How McKinsey Settled on the ‘How’
Diving deeper into the formula for sustained profitable growth, McKinsey sorted out the “how” vs. “what” profitable carriers write by giving all carriers the same portfolio mix and analyzing the results, according to a footnote in the report.
Specifically, the footnote explains that the “analysis calculates an artificially weighted combined ratio for 24 global commercial lines insurers based on industry business line weights. It uses an industry-weighted business line mix while maintaining each insurer’s combined ratio performance in individual business lines.”
“The relative outperformance or underperformance of these artificially weighted combined ratios is then compared to that of the realized combined ratios,” the note concludes, explaining that this comparison was used to assess the impact of the “how” versus “what” for these commercial lines underwriters.
“While effective portfolio strategy should not be disregarded, execution matters even more,” the report’s authors conclude. They also suggest, however, that bottom-performing carriers may still benefit from paying attention to line of business mix.
“Execution always matters,” but the contribution of the “how” part of underwriting matters more for top performers than those ranked at the bottom. For top performers, roughly 60 percent of performance relates to execution. For insurers in the bottom quartile, the executive contribution to performance falls to 52 percent
“This suggests top performers may be focusing on lines of business in which they have already established a ‘right to win,’ while bottom performers have a greater opportunity to improve their portfolio choices.”

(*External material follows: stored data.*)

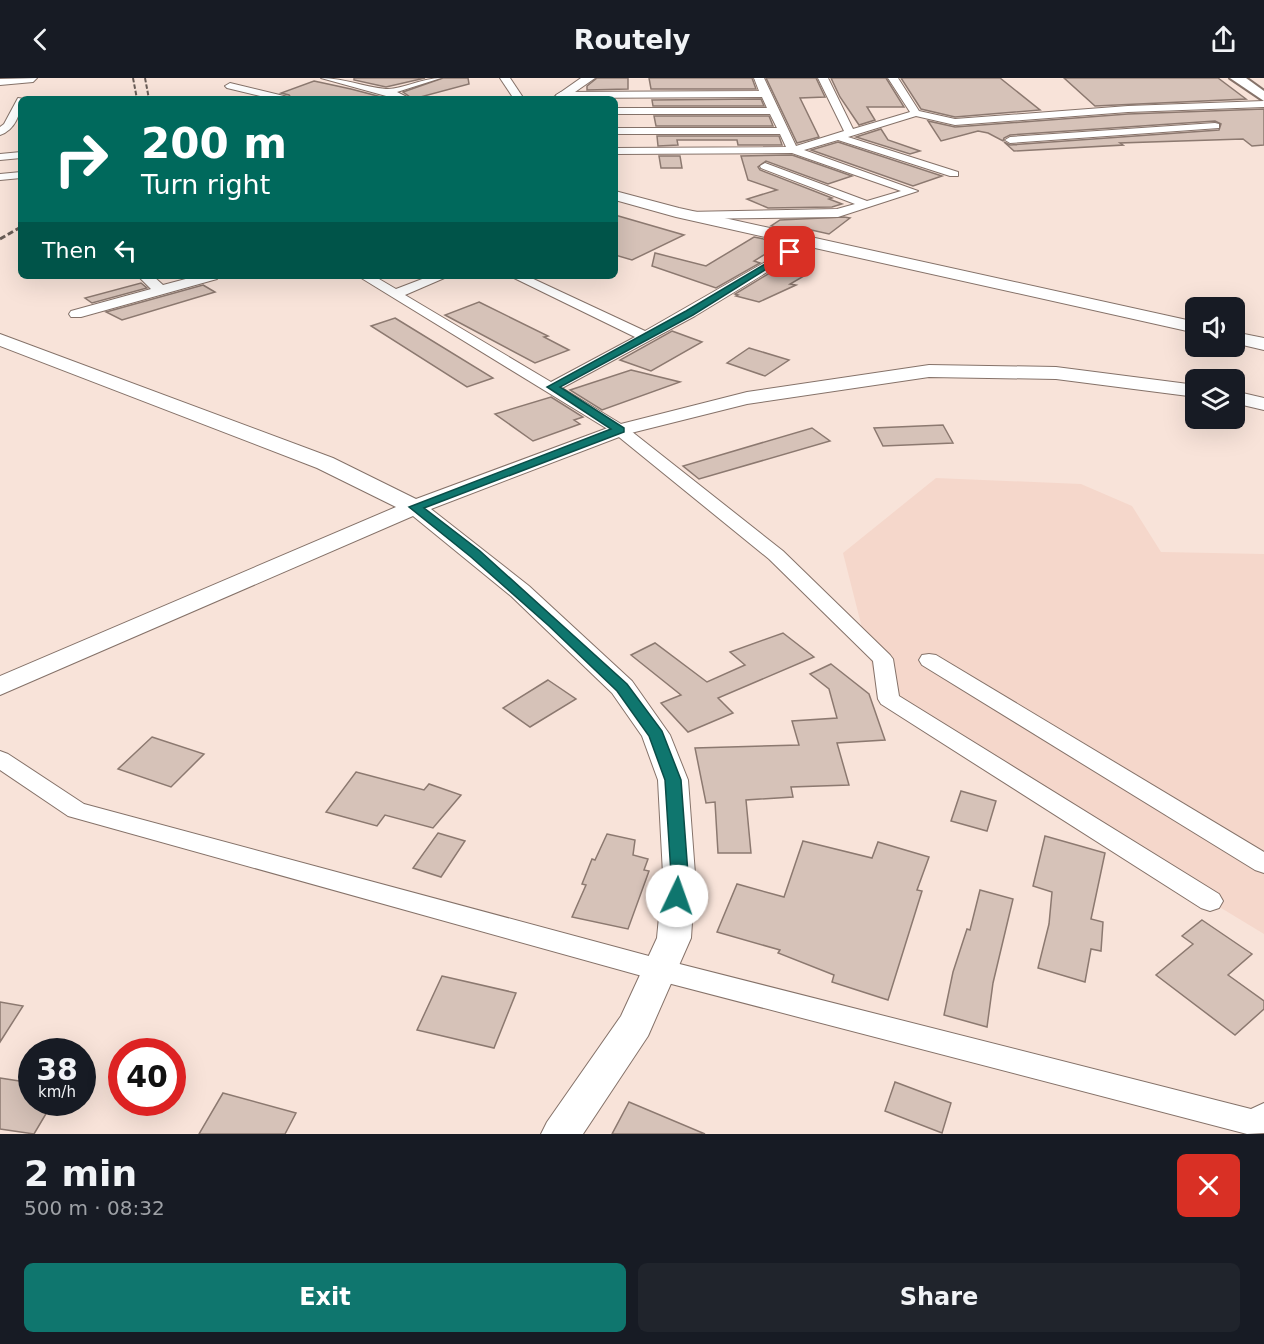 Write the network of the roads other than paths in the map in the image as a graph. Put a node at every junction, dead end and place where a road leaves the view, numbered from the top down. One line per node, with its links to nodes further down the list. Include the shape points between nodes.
1 (326, 78): 13 (street)
2 (436, 78): 13 (street)
3 (505, 78): 18 (street)
4 (589, 78): 19 (street)
5 (823, 78): 32 (street)
6 (893, 78): 27 (street)
7 (1237, 78): 21 (main road)
8 (33, 79): 9 (street); 15 (street)
9 (0, 82)
10 (653, 85): 11 (street)
11 (762, 85): 14 (street); 26 (street)
12 (230, 86): 16 (street)
13 (388, 92): 17 (street)
14 (619, 95): 20 (street)
15 (22, 96)
16 (272, 96)
17 (398, 96)
18 (517, 96)
19 (561, 96)
20 (589, 96)
21 (1264, 97)
22 (17, 104): 33 (street, via 8,126)
23 (1264, 104): 24 (street)
24 (1128, 109): 27 (street, via 955,122); 29 (street)
25 (618, 111): 26 (street)
26 (773, 111): 31 (street)
27 (916, 113): 32 (street)
28 (1215, 126): 29 (street)
29 (1162, 129): 35 (street)
30 (618, 130): 31 (street)
31 (782, 130): 37 (street)
32 (849, 131): 34 (street)
33 (0, 132)
34 (836, 136): 37 (street); 41 (street)
35 (1010, 140)
36 (618, 150): 37 (street)
37 (793, 150): 45 (street, via 912,191)
38 (18, 154): 39 (street)
39 (0, 157)
40 (765, 166): 45 (street)
41 (954, 174)
42 (18, 175): 43 (street)
43 (0, 177)
44 (618, 198): 46 (street)
45 (868, 206): 46 (street, via 838,213)
46 (690, 215): 47 (street)
47 (809, 241): 56 (street); 57 (street, via 690,313)
48 (148, 279): 53 (street)
49 (201, 279): 53 (street)
50 (370, 279): 54 (street)
51 (434, 279): 54 (street)
52 (522, 279): 57 (street)
53 (161, 290): 55 (street)
54 (395, 294): 61 (street)
55 (76, 314)
56 (1185, 326)
57 (644, 336): 61 (street)
58 (0, 340): 66 (street, via 325,463)
59 (1245, 340): 60 (street)
60 (1264, 344)
61 (553, 387): 65 (street)
62 (1185, 390): 65 (street, via 1056,373 929,371 747,398)
63 (1245, 400): 64 (street)
64 (1264, 404)
65 (620, 430): 66 (street); 71 (street, via 776,555 883,659 889,699)
66 (415, 507): 68 (street); 72 (street, via 520,591 580,647 622,687 656,735 673,780 679,874 674,938)
67 (929, 660): 70 (street)
68 (0, 686)
69 (0, 759): 72 (street, via 76,810)
70 (1264, 864)
71 (1210, 901)
72 (660, 970): 73 (street, via 1256,1123); 74 (street, via 635,1025)
73 (1264, 1116)
74 (561, 1134)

“Once insurers establish the right portfolio mix in which they have the right to win, sustaining performance requires doubling down on the capabilities that drive strong execution. For those in the bottom performance quartile, both levers can make a meaningful difference,” the report says.
The ‘How’ for Leaders vs. Laggards
In addition to reporting that top-performers are two-times more likely to have publicly proclaimed targeted growth strategies, the McKinsey analysis offers the following statistics about the other execution levers that support profitable growth:
- Top performers are almost twice as likely to have made significant modernization investments in underwriting operations relative to peers in the bottom performance quartile.
- Leading insurers decreased their acquisition expense ratios by two percentage points on average between 2013-2017 and 2018-2023, while lagging peers saw their acquisition expense ratios worsen by two percentage points.
- Insurers in the leading performance quartile, on average, maintain administration expense ratios two percentage points lower than their peers.
On this last point, however, the report stresses that managing administration expense ratios won’t be enough to pull commercial lines insurers through an impending soft market cycle. To account for a slowing rate environment, McKinsey restated administration expense ratios that came in around 13 percent of gross earned premium for 2021-2023 to normalized levels—stripping annualized inflation from the numerator (5 percent) and annualized rate hikes from the denominator (10 percent)—and found that the normalized ratios are higher than ratios recorded five years ago. Specifically, the normalized ratios were 16.1-17.5 percent for the last three years vs. 15.1 percent in 2018.
In dollars, McKinsey calculates that insurers will need to eliminate nearly $10 billion in expenses to maintain the same ratio of administration expenses in 2023 as in 2018.